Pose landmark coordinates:

========================================================================

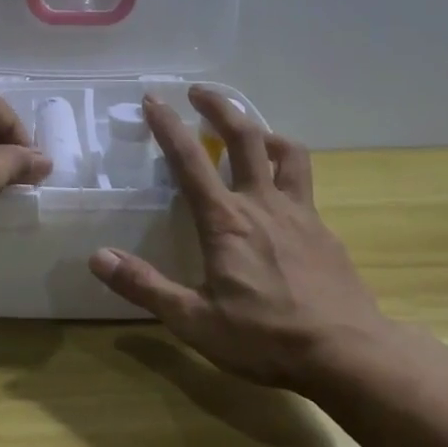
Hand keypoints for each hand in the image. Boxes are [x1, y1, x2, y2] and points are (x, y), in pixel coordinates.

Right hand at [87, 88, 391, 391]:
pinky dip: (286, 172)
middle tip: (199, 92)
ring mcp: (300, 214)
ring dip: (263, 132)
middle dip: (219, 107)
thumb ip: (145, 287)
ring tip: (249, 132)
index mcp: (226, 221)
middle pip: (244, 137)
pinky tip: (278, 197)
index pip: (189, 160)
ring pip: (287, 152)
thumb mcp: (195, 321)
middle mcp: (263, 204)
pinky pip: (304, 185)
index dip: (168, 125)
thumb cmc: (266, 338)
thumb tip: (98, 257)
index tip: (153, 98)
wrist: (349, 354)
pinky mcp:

========================================================================

#### EXERCISE INSTRUCTIONS
Reproduce all entries exactly. Pictures do not belong in the copy.

#### THE COMPLETED TASK
Hand keypoints for each hand in the image. Boxes are [x1, y1, x2, y2] and points are (x, y), in pixel coordinates.

Right hand at [87, 88, 391, 391]:
pinky dip: (286, 172)
middle tip: (199, 92)
ring mcp: (300, 214)
ring dip: (263, 132)
middle dip: (219, 107)
thumb ip: (145, 287)
ring tip: (249, 132)
index mcp: (226, 221)
middle pip: (244, 137)
pinky tip: (278, 197)
index pip: (189, 160)
ring pip: (287, 152)
thumb mcp: (195, 321)
middle mcp: (263, 204)
pinky pip: (304, 185)
index dip: (168, 125)
thumb cmc: (266, 338)
thumb tip: (98, 257)
index tip: (153, 98)
wrist: (349, 354)
pinky mcp:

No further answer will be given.